(Records from a data collection)
################

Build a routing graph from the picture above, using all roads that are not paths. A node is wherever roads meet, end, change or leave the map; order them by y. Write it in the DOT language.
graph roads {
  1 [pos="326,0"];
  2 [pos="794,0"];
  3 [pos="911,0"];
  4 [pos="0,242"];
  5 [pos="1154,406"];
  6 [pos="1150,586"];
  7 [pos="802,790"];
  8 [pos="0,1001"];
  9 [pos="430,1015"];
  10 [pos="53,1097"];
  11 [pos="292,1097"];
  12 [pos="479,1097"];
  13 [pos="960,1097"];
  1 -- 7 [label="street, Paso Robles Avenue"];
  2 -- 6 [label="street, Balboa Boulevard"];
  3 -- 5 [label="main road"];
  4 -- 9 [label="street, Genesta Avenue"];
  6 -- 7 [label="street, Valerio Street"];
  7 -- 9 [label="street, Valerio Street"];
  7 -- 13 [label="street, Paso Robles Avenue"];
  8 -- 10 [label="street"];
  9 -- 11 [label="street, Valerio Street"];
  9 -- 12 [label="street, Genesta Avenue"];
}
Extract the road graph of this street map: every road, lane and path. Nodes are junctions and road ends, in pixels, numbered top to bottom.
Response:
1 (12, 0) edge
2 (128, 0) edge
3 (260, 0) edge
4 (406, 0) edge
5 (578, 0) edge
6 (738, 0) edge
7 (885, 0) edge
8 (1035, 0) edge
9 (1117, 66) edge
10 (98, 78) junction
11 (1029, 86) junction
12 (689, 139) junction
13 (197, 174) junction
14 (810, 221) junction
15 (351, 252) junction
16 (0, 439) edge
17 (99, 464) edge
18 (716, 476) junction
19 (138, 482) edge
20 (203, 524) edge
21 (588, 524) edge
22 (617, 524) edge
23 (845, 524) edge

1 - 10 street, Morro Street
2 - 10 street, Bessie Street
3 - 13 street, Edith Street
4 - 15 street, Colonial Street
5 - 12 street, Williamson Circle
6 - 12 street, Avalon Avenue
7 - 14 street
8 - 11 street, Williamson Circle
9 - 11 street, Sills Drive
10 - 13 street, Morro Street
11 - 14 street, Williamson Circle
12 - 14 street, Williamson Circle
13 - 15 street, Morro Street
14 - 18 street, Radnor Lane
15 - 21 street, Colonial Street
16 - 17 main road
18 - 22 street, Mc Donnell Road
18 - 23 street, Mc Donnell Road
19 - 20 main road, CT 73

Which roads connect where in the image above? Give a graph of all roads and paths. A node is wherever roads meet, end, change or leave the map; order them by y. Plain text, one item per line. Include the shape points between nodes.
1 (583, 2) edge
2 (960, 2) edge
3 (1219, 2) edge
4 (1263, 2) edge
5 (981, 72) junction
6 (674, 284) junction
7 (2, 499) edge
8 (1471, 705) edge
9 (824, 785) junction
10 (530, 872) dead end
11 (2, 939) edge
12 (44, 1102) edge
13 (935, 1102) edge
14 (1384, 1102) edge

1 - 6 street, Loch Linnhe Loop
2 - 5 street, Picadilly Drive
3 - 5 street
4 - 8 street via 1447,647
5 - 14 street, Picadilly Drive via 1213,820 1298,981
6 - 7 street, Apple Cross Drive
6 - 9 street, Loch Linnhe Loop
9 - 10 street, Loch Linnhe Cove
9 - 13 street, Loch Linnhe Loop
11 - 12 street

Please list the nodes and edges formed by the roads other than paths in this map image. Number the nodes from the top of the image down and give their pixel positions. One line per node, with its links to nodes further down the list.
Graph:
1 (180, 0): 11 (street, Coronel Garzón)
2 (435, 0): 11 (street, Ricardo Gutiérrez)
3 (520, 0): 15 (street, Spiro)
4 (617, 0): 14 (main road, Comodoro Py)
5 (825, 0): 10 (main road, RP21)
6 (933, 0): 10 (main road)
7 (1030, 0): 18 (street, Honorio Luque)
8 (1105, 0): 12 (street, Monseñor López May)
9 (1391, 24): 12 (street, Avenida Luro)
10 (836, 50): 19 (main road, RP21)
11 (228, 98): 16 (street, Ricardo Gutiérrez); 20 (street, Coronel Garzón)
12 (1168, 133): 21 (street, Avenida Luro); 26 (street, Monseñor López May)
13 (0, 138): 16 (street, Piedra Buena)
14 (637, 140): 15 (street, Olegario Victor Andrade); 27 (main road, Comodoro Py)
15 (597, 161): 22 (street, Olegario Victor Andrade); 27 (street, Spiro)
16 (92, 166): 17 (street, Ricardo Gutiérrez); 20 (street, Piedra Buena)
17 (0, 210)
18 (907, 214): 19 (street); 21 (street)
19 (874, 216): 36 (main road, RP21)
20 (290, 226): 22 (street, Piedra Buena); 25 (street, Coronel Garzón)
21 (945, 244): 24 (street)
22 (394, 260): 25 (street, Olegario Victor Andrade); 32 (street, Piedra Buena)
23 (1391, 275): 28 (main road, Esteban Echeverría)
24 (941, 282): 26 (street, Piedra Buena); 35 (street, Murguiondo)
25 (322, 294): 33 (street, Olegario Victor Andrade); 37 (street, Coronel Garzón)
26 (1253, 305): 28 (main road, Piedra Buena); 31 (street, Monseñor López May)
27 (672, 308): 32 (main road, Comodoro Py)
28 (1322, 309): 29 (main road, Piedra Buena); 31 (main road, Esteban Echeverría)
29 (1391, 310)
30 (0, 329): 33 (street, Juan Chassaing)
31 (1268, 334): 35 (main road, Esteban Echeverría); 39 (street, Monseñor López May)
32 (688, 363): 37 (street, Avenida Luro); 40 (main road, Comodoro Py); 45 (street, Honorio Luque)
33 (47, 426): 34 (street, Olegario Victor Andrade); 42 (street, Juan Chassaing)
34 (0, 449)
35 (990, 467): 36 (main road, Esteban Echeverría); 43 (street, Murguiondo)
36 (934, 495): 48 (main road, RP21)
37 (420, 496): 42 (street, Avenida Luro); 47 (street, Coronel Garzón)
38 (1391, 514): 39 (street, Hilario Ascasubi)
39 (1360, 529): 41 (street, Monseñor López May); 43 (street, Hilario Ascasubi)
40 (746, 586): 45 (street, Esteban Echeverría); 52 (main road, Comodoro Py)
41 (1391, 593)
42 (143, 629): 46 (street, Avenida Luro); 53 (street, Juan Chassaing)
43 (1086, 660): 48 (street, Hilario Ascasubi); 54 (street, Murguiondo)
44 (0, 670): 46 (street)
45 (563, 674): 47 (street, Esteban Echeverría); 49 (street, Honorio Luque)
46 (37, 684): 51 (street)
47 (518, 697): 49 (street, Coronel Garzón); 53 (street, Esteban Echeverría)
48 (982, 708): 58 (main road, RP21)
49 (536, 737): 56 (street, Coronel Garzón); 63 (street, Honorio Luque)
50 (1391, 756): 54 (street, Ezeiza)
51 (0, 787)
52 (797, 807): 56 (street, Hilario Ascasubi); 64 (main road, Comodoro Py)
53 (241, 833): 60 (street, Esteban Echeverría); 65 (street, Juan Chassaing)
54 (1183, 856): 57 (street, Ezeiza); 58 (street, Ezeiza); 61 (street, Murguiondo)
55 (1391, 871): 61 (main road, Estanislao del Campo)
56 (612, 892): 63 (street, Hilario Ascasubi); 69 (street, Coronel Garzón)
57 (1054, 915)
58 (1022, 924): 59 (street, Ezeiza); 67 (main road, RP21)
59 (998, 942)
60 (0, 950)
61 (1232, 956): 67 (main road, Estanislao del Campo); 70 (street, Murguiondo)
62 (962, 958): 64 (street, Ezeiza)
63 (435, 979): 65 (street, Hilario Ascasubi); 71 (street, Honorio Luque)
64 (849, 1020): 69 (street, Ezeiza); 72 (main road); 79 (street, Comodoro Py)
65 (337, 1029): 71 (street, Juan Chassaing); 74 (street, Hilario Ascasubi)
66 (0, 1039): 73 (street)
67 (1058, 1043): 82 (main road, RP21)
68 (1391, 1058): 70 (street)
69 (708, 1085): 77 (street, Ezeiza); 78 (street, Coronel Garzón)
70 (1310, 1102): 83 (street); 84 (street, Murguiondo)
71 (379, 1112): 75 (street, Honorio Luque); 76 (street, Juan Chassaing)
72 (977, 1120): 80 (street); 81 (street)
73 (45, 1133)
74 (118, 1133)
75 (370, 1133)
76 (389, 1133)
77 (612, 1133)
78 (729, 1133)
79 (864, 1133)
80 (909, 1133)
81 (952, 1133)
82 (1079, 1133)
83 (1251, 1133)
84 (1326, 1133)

################

[What is expected]:
Scan the entries for the word "Robles". Report each line that has it.

[Answer area]:
  1 -- 7 [label="street, Paso Robles Avenue"];
  7 -- 13 [label="street, Paso Robles Avenue"];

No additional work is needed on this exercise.